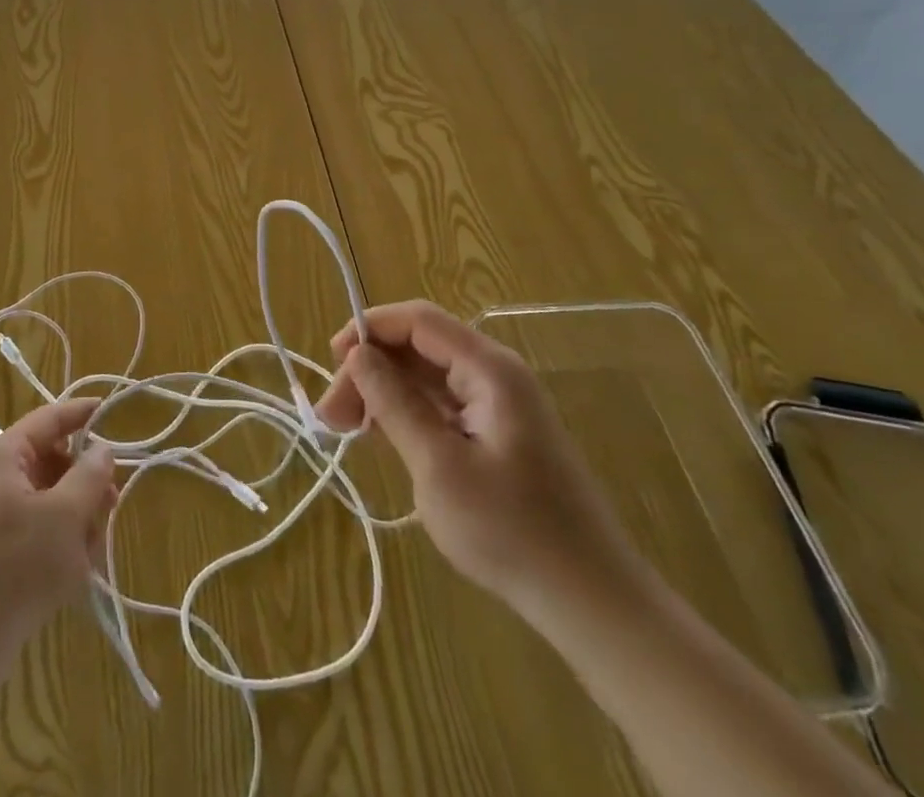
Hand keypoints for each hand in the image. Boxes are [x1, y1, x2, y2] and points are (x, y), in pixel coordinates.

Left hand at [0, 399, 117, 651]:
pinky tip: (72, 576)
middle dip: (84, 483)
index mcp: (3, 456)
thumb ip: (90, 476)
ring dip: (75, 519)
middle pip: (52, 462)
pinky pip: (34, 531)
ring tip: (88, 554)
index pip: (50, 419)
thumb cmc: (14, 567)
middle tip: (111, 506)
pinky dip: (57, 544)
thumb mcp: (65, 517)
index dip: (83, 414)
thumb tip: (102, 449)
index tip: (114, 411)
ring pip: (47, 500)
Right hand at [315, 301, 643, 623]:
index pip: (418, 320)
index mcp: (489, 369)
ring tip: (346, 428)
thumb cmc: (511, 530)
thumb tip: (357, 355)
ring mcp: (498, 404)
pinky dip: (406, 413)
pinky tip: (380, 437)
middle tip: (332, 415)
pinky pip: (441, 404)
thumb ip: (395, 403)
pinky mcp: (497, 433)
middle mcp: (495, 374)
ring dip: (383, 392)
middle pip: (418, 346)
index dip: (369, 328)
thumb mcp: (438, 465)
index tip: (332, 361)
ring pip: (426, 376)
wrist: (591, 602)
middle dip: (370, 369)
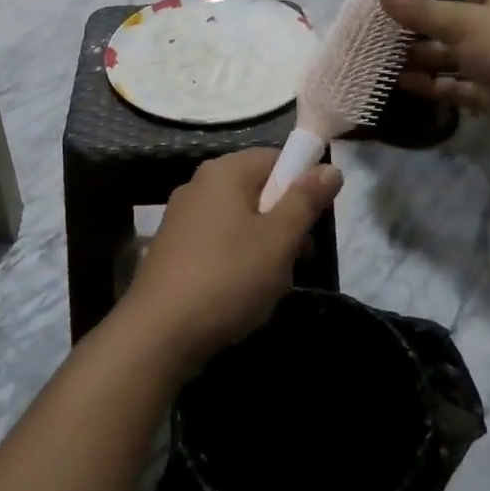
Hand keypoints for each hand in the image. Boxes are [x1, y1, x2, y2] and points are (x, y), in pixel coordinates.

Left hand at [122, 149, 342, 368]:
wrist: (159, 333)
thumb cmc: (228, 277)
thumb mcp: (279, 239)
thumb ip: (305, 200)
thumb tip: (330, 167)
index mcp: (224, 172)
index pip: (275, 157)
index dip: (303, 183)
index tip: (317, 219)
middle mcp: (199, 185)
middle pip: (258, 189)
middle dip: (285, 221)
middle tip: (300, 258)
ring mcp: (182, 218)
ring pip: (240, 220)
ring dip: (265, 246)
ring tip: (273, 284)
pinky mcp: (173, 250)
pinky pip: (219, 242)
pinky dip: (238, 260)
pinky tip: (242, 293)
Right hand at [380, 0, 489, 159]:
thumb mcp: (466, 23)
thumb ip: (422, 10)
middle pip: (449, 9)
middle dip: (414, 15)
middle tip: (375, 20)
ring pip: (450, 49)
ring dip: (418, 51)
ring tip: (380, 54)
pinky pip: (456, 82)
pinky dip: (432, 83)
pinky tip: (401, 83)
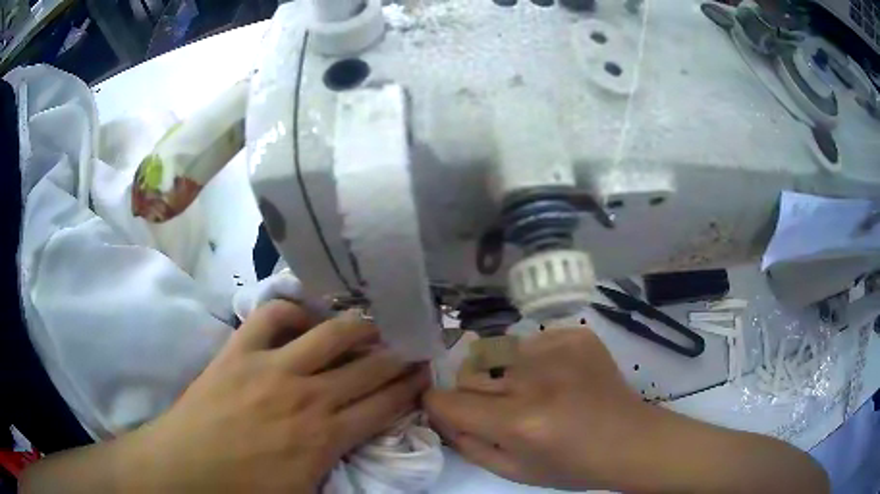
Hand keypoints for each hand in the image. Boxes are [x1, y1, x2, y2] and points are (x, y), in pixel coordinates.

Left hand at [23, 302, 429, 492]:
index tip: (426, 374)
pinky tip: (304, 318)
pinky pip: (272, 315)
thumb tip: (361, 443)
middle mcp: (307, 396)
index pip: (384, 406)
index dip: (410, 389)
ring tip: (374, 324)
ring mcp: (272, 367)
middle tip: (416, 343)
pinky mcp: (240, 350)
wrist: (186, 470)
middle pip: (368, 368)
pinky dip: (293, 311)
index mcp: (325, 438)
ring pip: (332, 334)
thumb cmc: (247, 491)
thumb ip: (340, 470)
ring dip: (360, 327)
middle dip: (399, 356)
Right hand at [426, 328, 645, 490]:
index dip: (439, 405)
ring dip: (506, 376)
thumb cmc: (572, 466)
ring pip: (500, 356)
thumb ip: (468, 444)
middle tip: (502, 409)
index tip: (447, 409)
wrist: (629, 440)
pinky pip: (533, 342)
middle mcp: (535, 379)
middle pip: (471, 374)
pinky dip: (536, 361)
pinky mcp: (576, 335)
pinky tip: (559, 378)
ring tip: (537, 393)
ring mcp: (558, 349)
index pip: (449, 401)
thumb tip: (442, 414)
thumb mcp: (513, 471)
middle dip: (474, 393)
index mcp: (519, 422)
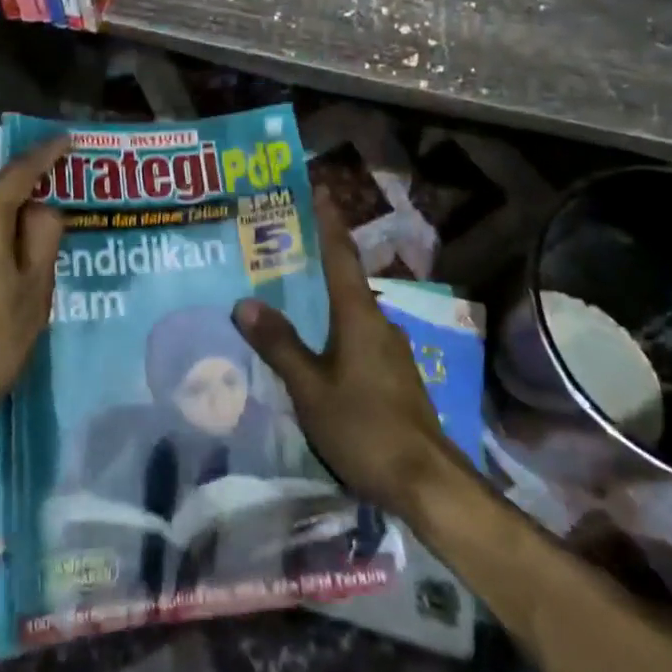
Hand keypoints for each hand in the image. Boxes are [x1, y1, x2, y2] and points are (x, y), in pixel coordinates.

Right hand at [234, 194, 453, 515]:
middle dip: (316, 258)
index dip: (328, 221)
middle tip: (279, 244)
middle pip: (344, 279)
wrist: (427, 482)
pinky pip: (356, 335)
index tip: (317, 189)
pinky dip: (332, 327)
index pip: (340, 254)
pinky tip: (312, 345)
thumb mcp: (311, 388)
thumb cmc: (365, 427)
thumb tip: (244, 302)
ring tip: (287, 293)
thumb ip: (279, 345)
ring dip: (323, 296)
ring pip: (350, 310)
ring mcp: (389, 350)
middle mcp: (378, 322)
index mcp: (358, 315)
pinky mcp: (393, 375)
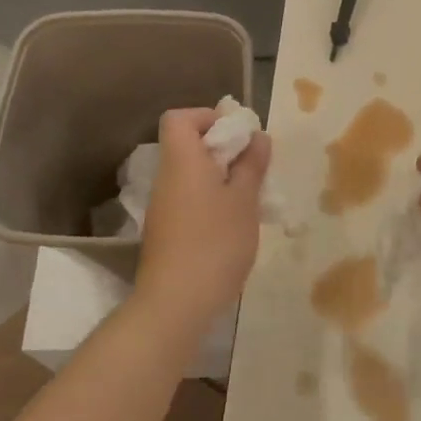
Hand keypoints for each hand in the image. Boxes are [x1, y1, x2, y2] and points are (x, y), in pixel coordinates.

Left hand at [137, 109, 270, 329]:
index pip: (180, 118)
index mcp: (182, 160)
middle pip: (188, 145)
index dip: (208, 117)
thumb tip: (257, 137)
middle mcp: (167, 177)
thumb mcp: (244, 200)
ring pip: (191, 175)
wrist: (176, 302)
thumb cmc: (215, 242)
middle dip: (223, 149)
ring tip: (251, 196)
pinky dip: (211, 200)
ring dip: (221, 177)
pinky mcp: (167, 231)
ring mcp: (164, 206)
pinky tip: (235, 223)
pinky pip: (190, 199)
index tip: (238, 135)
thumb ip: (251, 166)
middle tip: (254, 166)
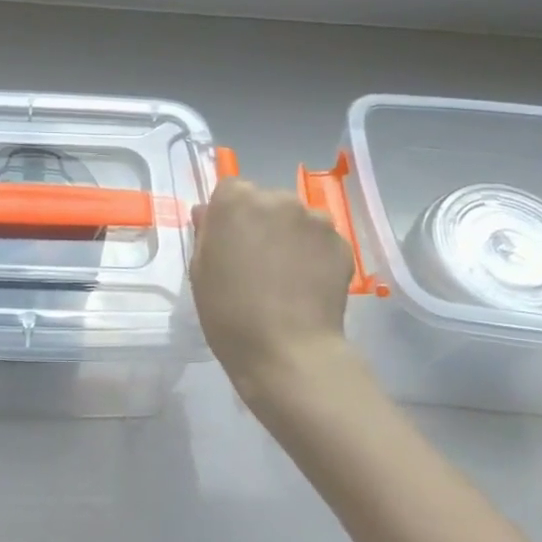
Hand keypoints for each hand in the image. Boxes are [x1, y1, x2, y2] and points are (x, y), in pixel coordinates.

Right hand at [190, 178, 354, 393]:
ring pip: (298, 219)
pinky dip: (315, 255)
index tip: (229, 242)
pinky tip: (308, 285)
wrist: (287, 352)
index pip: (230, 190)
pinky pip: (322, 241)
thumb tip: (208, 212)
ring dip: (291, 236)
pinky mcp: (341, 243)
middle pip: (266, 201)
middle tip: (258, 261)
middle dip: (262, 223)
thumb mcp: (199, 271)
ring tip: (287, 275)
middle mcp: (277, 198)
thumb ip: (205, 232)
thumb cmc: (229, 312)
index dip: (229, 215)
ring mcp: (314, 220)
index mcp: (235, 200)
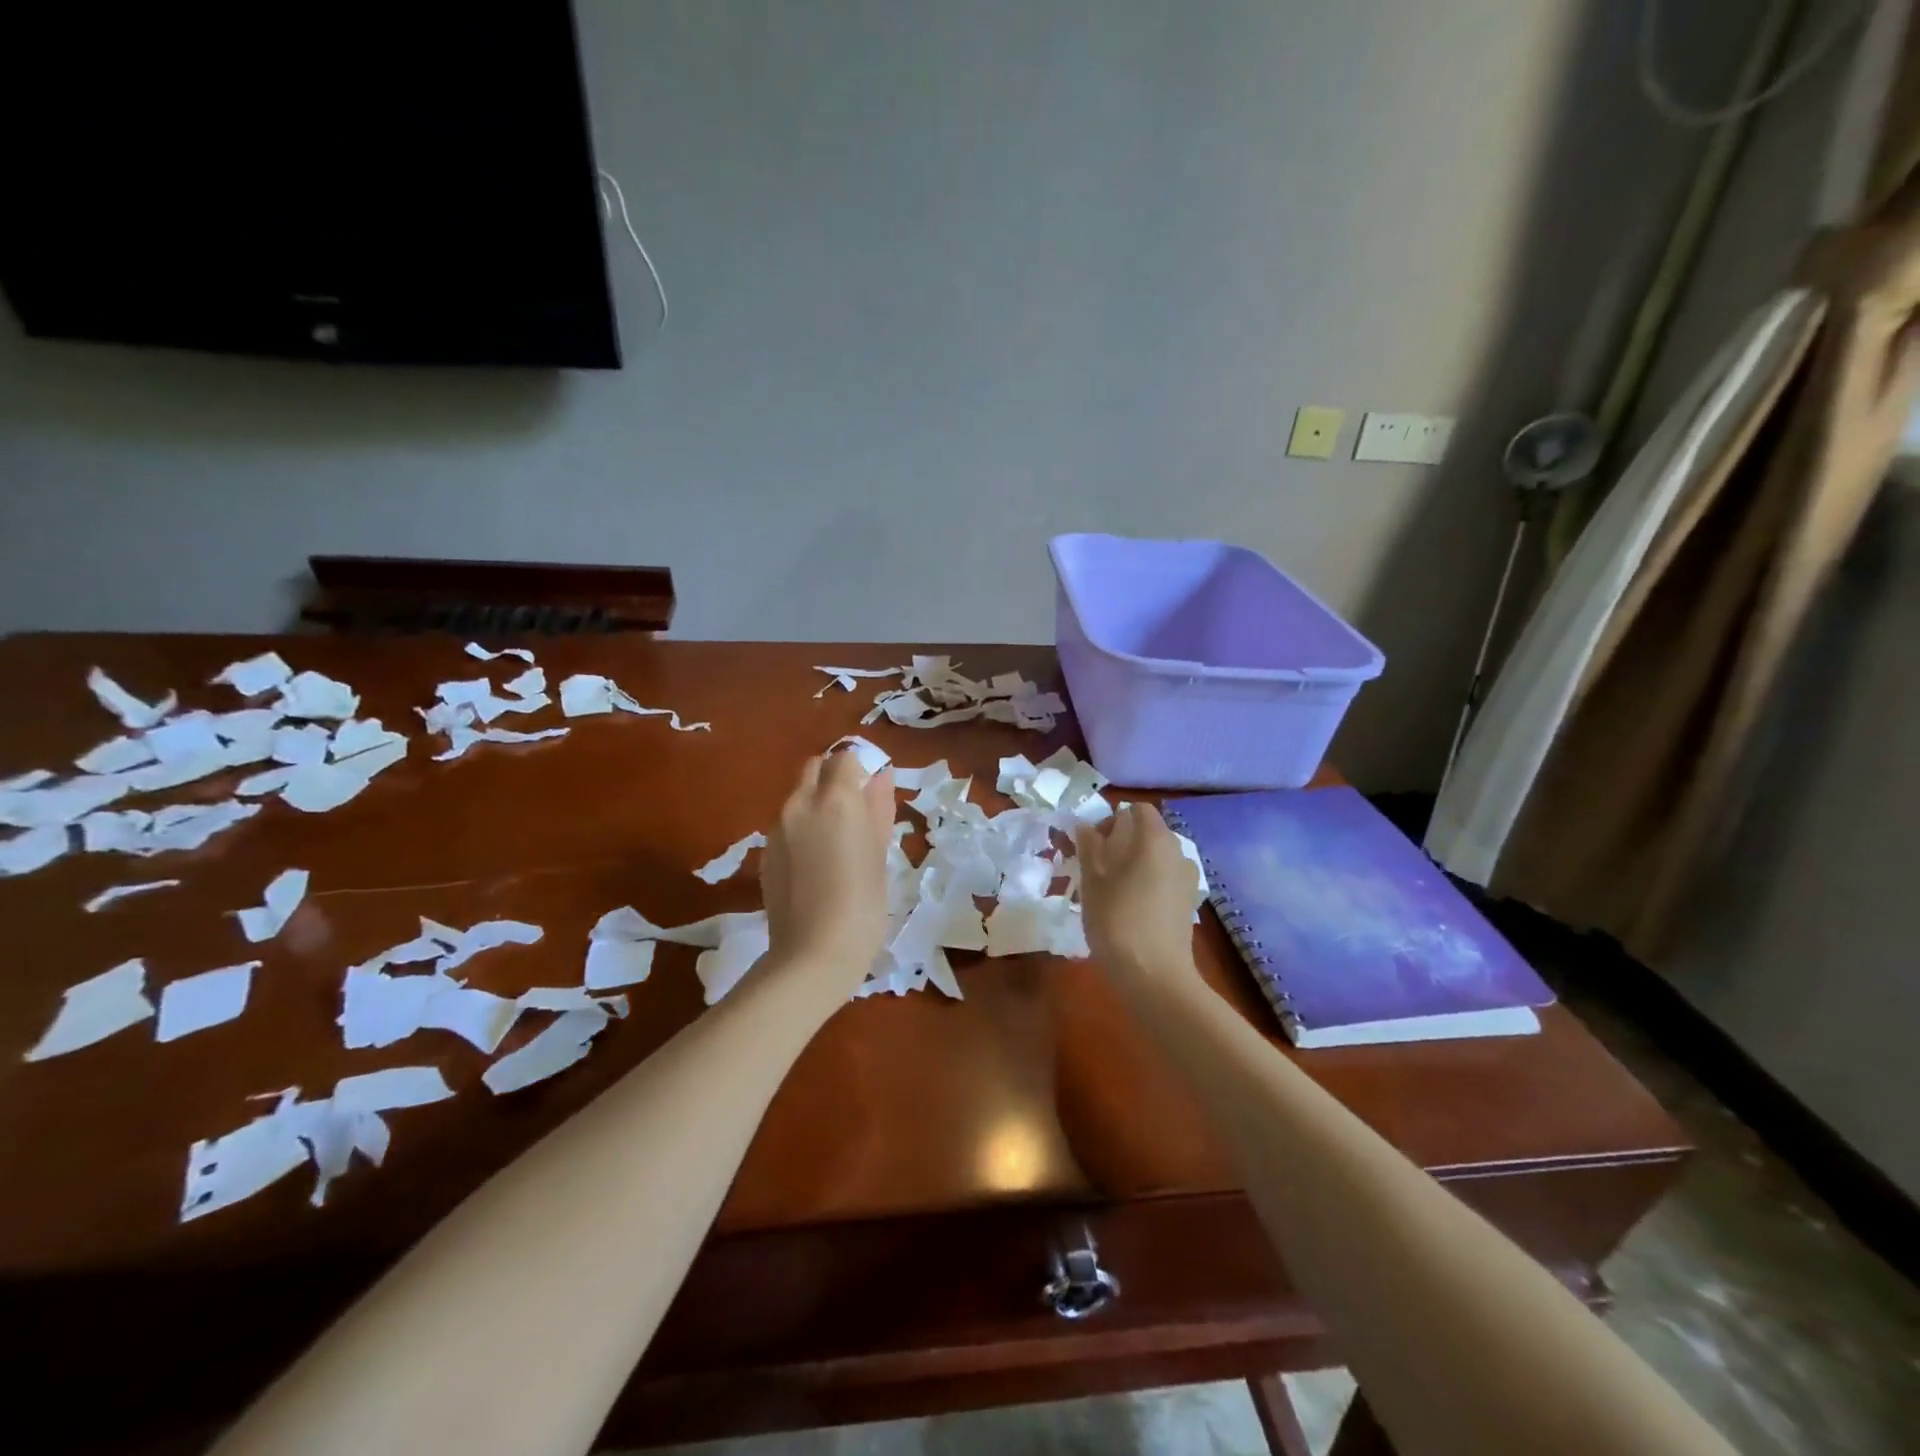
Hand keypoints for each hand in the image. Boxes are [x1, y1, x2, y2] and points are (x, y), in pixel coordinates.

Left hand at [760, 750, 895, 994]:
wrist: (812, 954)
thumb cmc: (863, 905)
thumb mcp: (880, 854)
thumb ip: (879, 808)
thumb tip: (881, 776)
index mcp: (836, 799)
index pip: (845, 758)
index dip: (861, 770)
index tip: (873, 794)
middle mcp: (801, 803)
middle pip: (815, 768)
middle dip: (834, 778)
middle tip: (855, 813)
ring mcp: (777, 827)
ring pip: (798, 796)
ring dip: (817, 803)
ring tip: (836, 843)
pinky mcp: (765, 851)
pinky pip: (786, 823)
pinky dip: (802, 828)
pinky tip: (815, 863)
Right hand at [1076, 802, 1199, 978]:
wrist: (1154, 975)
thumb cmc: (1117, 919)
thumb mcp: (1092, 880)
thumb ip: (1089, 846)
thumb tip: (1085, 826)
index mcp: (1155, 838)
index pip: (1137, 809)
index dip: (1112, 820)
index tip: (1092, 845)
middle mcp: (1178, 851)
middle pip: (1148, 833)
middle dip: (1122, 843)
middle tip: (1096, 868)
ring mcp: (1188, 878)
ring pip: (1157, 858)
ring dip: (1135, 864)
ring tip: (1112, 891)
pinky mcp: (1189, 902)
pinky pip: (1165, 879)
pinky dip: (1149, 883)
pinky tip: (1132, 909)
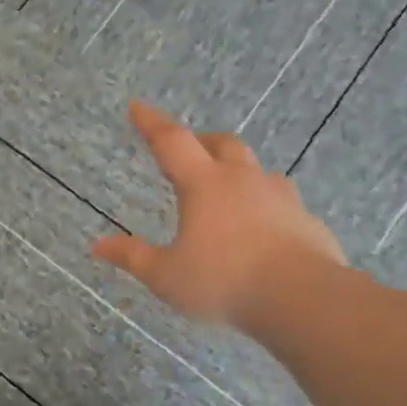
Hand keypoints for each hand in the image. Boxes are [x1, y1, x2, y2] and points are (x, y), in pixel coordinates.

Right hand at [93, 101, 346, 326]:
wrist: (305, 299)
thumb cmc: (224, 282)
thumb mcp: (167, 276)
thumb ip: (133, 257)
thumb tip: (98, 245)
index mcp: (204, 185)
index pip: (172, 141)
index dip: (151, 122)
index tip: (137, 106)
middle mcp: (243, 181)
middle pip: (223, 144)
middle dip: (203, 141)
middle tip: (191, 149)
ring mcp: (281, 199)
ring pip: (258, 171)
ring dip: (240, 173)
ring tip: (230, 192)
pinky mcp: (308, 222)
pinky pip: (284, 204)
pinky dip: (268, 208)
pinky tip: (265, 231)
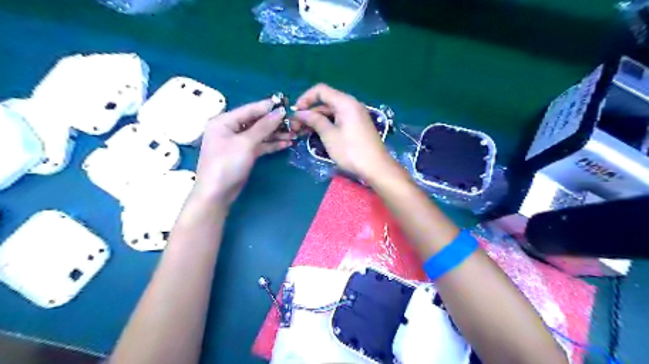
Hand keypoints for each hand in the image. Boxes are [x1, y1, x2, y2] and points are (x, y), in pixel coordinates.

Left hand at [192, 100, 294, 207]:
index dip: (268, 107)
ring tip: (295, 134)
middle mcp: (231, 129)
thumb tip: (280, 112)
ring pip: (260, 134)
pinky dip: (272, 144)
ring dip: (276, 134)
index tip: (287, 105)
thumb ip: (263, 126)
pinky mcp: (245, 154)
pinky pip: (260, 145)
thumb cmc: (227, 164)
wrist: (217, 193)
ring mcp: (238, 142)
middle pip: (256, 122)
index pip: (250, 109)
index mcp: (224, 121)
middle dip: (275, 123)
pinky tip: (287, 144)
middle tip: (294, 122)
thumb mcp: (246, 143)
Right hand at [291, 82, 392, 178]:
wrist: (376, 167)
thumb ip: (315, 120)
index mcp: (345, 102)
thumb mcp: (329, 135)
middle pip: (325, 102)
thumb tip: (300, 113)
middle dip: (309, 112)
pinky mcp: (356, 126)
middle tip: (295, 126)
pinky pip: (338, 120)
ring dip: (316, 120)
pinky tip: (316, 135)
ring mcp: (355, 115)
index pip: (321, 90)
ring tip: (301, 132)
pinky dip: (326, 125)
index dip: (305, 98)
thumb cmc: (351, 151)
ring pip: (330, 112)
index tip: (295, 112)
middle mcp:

* **Assignment**
Output the lines of the data exactly, starting at the first and ending with the line that has "index tip: (317, 219)". Pictures are not part of it.

* **Result for this task**
Hand keypoints for each hand in the image. Boxes are [x1, y1, x2, y2] and points are (x, y), in pixel coordinates.

Left hand at [0, 399, 117, 651]:
pinky tip: (72, 576)
middle dip: (84, 483)
index mcp: (3, 456)
thumb ip: (90, 476)
ring dip: (75, 519)
middle pip: (52, 462)
pinky pip: (34, 531)
ring tip: (88, 554)
index pip: (50, 419)
thumb cmc: (14, 567)
middle tip: (111, 506)
pinky dip: (57, 544)
thumb mcp: (65, 517)
index dip: (83, 414)
thumb tip: (102, 449)
index tip: (114, 411)
ring pip: (47, 500)
Right hand at [315, 301, 643, 623]:
index pip: (418, 320)
index mcp: (489, 369)
ring tip: (346, 428)
thumb cmc: (511, 530)
thumb tip: (357, 355)
ring mcp: (498, 404)
pinky dip: (406, 413)
pinky tip: (380, 437)
middle tip: (332, 415)
pinky pip: (441, 404)
thumb ip: (395, 403)
pinky mcp: (497, 433)
middle mcp: (495, 374)
ring dip: (383, 392)
middle pip: (418, 346)
index dip: (369, 328)
thumb mcp: (438, 465)
index tip: (332, 361)
ring pip: (426, 376)
wrist: (591, 602)
middle dip: (370, 369)
Hand keypoints for each hand in the image. Boxes are [x1, y1, x2, y2] and points are (x, y), in pixel coordinates.

Left hand at [122, 149, 342, 368]:
wrist: (159, 333)
thumb cmc: (228, 277)
thumb mcp: (279, 239)
thumb ip: (305, 200)
thumb tip: (330, 167)
index mcp: (224, 172)
index pip: (275, 157)
index dip: (303, 183)
index tip: (317, 219)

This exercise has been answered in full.